Dans Mémoires d’Hadrien, les représentations collectives ne font pas
seulement obstacle à la connaissance de soi; ils minent également l’idéal
de paix (Tellus stabilita) au niveau
des frontières qui est aussi, par fiction métonymique, paix intérieure de
l’empereur. Ce qui explique, dans une perspective de déconstruction, le
retravail qu’il fait du mythe paradigmatique de la résistance héroïque des
juifs contre l’envahisseur :
J’essayai
de démontrer aux Grecs qu’ils n’étaient pas toujours les plus sages, aux Juifs
qu’ils n’étaient nullement les plus purs.

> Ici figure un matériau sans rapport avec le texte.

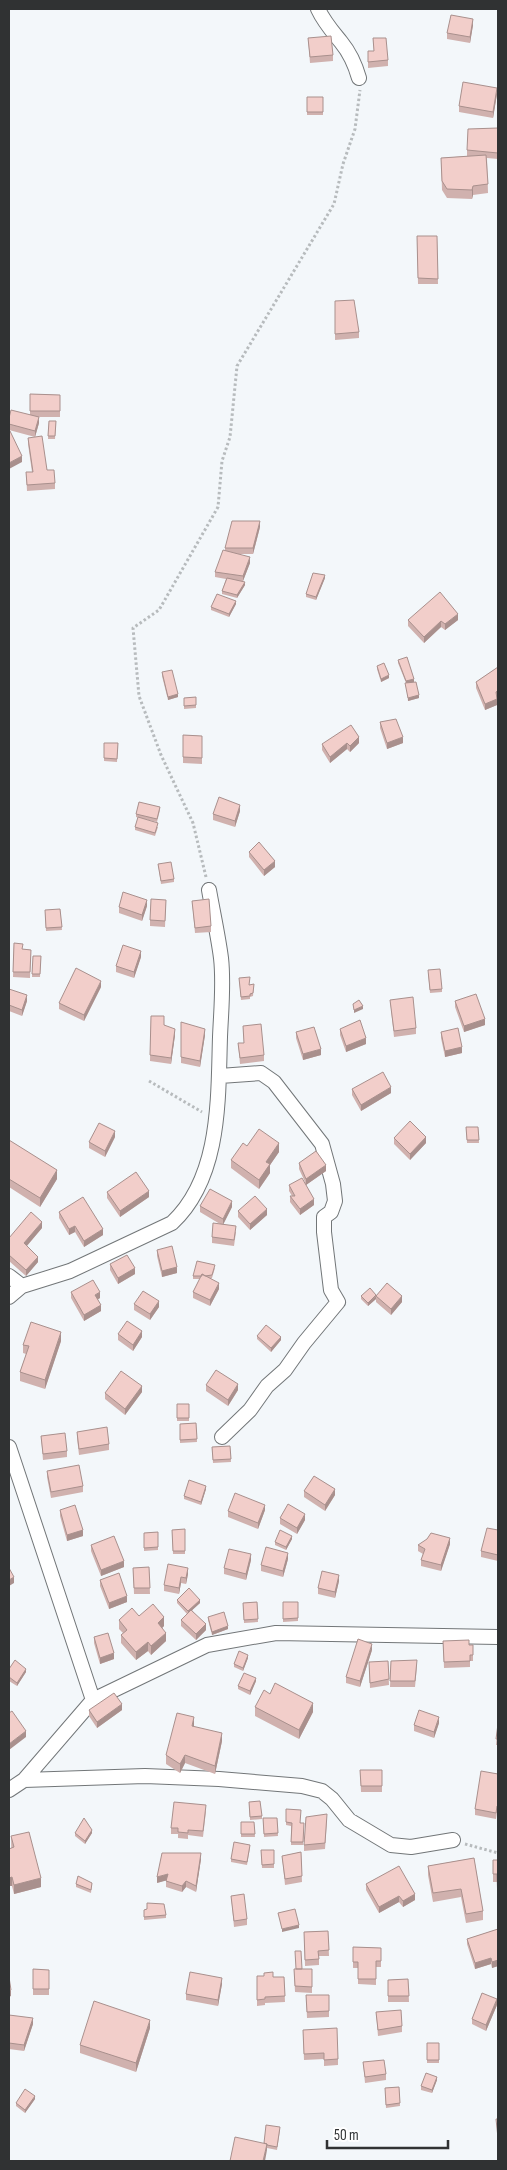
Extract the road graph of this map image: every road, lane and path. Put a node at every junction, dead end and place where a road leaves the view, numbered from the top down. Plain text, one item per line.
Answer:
1 (318, 9) edge
2 (359, 78) joint
3 (209, 890) joint
4 (220, 1076) junction
5 (149, 1081) dead end
6 (216, 1120) junction
7 (9, 1276) edge
8 (22, 1286) junction
9 (9, 1297) edge
10 (222, 1437) dead end
11 (9, 1447) edge
12 (498, 1637) edge
13 (93, 1700) junction
14 (24, 1780) junction
15 (9, 1790) edge
16 (453, 1840) joint
17 (498, 1854) edge

1 - 2 street
2 - 3 path
3 - 4 street
4 - 6 street
4 - 10 street
5 - 6 path
6 - 8 street
7 - 8 street
8 - 9 street
11 - 13 street
12 - 13 street
13 - 14 street
14 - 15 street
14 - 16 street
16 - 17 path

Les chansons satiriques dont ces
Hellènes de basse espèce harcelaient leurs adversaires n’étaient guère moins
bêtes que les grotesques imprécations des juiveries. Ces races qui vivaient
porte à porte depuis des siècles n’avaient jamais eu la curiosité de se
connaître, ni la décence de s’accepter. […]
L’ordre
aux frontières n’était rien si je ne persuadais pas ce fripier juif et ce
charcutier grec de vivre tranquillement côte à côte. (Yourcenar 1982 : 360)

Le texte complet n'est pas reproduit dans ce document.